Willer and colleagues did a series of experiments to determine what role gossip plays in social interaction. In one phase of the study, participants, hooked up to a heart rate monitor, watched other people (“confederates,” working for the researchers) play a game in which they had to share dollars or points with another. It became obvious that some players weren’t playing fairly and hoarded points. When observing the dishonest players, the participants’ heart rates rose.
But when they were able to slip the honest players a “gossip note” to warn them, the observers’ heart rates declined. This suggests that observing dishonesty can trigger a stress response, while talking about it can ease it.
In another phase of the experiment, observers had the option of giving up their compensation (payment for being in the experiment) to send a note of warning to the honest players. Even if there was no punishment for the dishonest players, the majority of observers still chose to give up their money to send gossip notes.
“People paid money to gossip even when they couldn’t affect the selfish person’s outcome,” said lead author Matthew Feinberg.
The researchers also found that participants who ranked higher on questionnaires measuring altruism and cooperativeness said they were more disturbed by the cheater’s behavior than others – and more relieved when they given the chance to warn honest players.

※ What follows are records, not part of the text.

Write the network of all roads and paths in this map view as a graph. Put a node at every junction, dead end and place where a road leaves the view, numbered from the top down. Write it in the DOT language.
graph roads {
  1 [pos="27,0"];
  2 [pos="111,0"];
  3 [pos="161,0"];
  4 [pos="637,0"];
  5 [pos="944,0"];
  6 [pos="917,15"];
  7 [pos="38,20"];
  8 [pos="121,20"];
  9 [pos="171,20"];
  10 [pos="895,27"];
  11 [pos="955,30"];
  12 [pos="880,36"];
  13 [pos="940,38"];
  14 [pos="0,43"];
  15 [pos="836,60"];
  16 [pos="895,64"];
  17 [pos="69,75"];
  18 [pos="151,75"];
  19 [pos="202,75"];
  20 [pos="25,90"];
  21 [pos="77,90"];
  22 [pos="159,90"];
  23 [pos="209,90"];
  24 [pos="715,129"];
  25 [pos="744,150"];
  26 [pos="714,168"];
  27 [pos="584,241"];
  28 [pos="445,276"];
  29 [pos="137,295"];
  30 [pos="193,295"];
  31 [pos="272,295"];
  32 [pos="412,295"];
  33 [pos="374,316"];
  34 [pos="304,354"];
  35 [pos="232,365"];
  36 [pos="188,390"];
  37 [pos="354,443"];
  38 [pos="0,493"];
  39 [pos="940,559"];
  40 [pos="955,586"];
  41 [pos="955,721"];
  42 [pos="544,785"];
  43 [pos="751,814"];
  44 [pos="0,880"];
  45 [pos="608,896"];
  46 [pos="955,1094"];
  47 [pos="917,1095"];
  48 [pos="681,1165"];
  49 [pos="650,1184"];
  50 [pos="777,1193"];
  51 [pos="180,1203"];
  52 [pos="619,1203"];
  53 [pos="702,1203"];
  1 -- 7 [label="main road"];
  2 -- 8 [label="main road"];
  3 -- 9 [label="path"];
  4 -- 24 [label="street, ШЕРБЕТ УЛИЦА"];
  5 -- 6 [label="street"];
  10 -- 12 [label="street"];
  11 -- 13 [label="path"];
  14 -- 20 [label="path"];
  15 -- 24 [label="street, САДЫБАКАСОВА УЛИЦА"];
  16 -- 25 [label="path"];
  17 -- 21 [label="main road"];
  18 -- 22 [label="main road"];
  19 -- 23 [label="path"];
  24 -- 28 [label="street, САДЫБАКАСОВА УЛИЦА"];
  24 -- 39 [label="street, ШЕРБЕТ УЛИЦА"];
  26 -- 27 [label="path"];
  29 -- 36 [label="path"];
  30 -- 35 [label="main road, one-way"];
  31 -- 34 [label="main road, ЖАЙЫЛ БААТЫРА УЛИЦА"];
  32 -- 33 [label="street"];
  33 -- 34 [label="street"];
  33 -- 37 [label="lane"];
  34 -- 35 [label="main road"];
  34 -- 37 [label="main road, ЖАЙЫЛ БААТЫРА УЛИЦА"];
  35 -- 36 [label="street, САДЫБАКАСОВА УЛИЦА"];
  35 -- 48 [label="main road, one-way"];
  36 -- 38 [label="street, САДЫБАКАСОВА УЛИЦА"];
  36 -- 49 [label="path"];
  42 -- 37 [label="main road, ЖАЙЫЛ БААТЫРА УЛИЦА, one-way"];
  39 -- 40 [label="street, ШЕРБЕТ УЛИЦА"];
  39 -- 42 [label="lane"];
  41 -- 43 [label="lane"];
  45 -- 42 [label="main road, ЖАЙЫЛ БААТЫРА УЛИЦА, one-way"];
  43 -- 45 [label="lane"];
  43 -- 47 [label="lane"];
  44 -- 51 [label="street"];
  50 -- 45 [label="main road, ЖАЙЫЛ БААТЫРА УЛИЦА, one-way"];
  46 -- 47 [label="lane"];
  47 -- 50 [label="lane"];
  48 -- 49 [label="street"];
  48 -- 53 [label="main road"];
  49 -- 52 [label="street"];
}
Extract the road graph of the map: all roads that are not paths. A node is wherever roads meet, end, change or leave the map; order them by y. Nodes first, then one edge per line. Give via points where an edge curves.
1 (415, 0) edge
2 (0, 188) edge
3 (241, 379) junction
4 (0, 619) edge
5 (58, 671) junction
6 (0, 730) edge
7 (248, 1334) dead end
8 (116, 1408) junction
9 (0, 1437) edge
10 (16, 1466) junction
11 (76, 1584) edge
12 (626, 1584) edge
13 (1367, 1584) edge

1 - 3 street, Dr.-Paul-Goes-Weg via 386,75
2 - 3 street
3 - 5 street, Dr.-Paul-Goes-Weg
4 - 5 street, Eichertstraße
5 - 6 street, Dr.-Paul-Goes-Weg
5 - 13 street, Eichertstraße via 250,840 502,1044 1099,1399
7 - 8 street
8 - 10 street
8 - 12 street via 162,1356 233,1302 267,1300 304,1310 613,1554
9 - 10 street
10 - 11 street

In a final phase of the experiment, the researchers looked at what might happen when people knew beforehand that they could be nailed with a gossip note if they cheated. Half of a group of participants were told that during a break in the game, they would have the option of warning others about dishonest playing. People in the group that received this warning were much more generous in their playing than other half – which was likely no coincidence.
Willer sums up his team’s findings by saying that “when we observe someone behave in an immoral way, we get frustrated. But being able to communicate this information to others who could be helped makes us feel better.”
There’s a difference between gossiping for the pure, know-it-all thrill of it and gossiping for the sake of warning people as to others’ bad behavior. In the age of gossip magazines and TV shows devoted to it, it’s probably best to use gossip for good instead of evil. Not only could some well-placed gossip help society, but it might just help your heart.
Willer and team carried out their study at the University of California Berkeley. It is published it in the Journal of Personality and Social Psychology.